--- STUDY MATERIAL ---

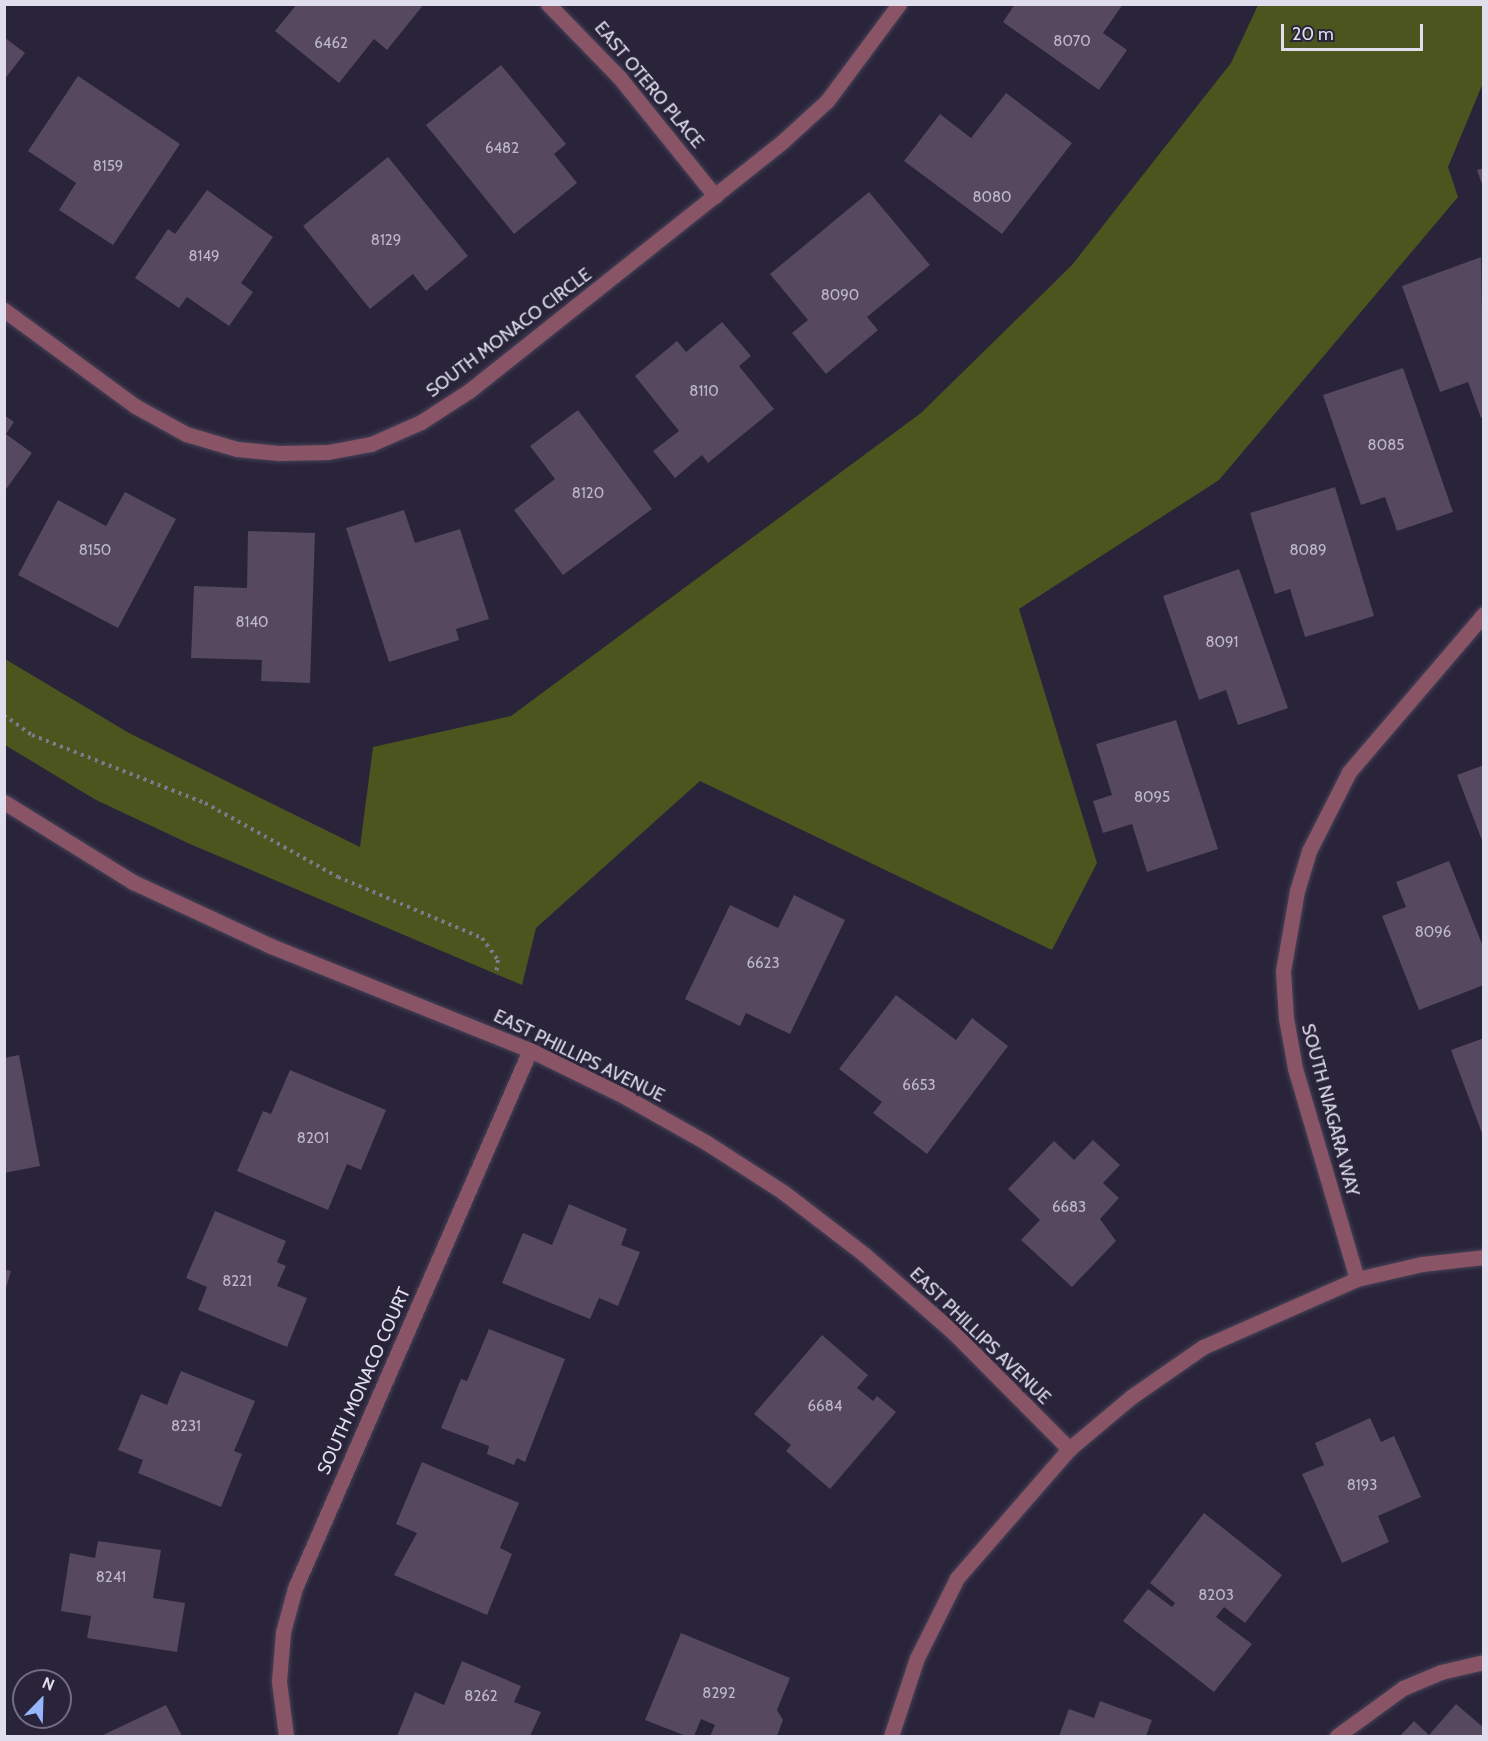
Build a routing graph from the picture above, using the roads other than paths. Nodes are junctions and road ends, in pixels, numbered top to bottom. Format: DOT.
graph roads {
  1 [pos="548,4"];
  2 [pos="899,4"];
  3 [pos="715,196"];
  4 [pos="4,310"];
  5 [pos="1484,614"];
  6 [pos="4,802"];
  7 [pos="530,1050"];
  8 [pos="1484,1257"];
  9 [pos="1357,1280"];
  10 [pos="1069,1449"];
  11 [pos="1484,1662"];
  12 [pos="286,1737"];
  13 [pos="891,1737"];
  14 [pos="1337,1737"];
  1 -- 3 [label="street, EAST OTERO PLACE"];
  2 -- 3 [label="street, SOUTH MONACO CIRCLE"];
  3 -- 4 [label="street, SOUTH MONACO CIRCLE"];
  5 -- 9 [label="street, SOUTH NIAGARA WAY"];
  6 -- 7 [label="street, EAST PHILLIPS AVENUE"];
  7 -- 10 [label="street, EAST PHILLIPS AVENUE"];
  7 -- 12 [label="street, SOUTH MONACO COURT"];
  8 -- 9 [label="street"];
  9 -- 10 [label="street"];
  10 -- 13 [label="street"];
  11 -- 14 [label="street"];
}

---

The data above must be given back verbatim, minus its images.

Build a routing graph from the picture above, using the roads other than paths. Nodes are junctions and road ends, in pixels, numbered top to bottom. Format: DOT.
graph roads {
  1 [pos="548,4"];
  2 [pos="899,4"];
  3 [pos="715,196"];
  4 [pos="4,310"];
  5 [pos="1484,614"];
  6 [pos="4,802"];
  7 [pos="530,1050"];
  8 [pos="1484,1257"];
  9 [pos="1357,1280"];
  10 [pos="1069,1449"];
  11 [pos="1484,1662"];
  12 [pos="286,1737"];
  13 [pos="891,1737"];
  14 [pos="1337,1737"];
  1 -- 3 [label="street, EAST OTERO PLACE"];
  2 -- 3 [label="street, SOUTH MONACO CIRCLE"];
  3 -- 4 [label="street, SOUTH MONACO CIRCLE"];
  5 -- 9 [label="street, SOUTH NIAGARA WAY"];
  6 -- 7 [label="street, EAST PHILLIPS AVENUE"];
  7 -- 10 [label="street, EAST PHILLIPS AVENUE"];
  7 -- 12 [label="street, SOUTH MONACO COURT"];
  8 -- 9 [label="street"];
  9 -- 10 [label="street"];
  10 -- 13 [label="street"];
  11 -- 14 [label="street"];
}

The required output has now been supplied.